The problem:
Print every entry below again exactly as written, skipping the pictures.

(Items from a data source)

───

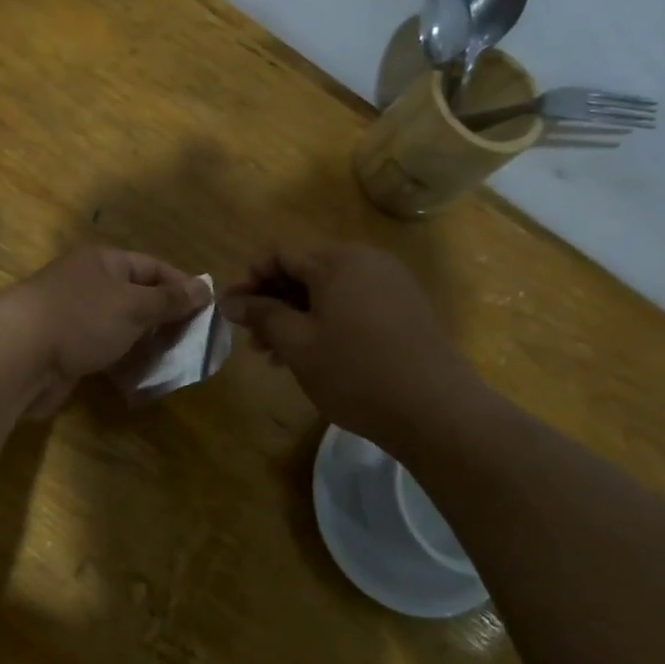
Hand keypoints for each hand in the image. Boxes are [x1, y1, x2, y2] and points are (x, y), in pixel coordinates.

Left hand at [0, 247, 209, 416]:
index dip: (181, 287)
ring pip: (121, 328)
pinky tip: (143, 378)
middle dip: (165, 320)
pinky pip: (104, 352)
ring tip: (174, 364)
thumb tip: (205, 287)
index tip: (207, 312)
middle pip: (137, 298)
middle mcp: (89, 285)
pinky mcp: (66, 350)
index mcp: (104, 263)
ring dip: (146, 345)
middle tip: (193, 344)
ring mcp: (75, 318)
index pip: (152, 267)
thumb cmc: (81, 318)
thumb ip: (169, 300)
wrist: (18, 355)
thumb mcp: (133, 305)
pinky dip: (124, 362)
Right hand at [222, 244, 479, 450]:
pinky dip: (326, 323)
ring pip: (328, 292)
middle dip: (272, 303)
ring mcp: (391, 284)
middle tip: (253, 341)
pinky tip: (313, 356)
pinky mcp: (405, 309)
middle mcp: (366, 261)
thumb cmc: (355, 372)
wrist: (435, 409)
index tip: (230, 311)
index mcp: (337, 261)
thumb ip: (261, 315)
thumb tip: (230, 301)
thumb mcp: (298, 344)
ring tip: (276, 357)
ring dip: (296, 317)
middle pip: (305, 272)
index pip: (279, 254)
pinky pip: (353, 304)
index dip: (249, 280)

───

Answer space:
Hand keypoints for each hand in the image. Boxes are [x1, y1, x2, y2] and points are (x, y), in pixel coordinates.

Left hand at [0, 247, 209, 416]:
index dip: (181, 287)
ring pip: (121, 328)
pinky tip: (143, 378)
middle dip: (165, 320)
pinky pip: (104, 352)
ring tip: (174, 364)
thumb tip: (205, 287)
index tip: (207, 312)
middle pip: (137, 298)
middle mcp: (89, 285)
pinky mcp: (66, 350)
index mcp: (104, 263)
ring dip: (146, 345)
middle tip: (193, 344)
ring mcp: (75, 318)
index pip: (152, 267)
thumb cmc: (81, 318)
thumb ip: (169, 300)
wrist: (18, 355)
thumb mcp: (133, 305)
pinky dip: (124, 362)
Right hand at [222, 244, 479, 450]:
pinky dip: (326, 323)
ring pip: (328, 292)
middle dip: (272, 303)
ring mcp: (391, 284)
middle tip: (253, 341)
pinky tip: (313, 356)
pinky mcp: (405, 309)
middle mcp: (366, 261)
thumb cmc: (355, 372)
wrist: (435, 409)
index tip: (230, 311)
index mcp: (337, 261)
thumb ip: (261, 315)
thumb tip: (230, 301)
thumb mcp: (298, 344)
ring tip: (276, 357)
ring dip: (296, 317)
middle pip: (305, 272)
index pip: (279, 254)
pinky pip: (353, 304)
index dip: (249, 280)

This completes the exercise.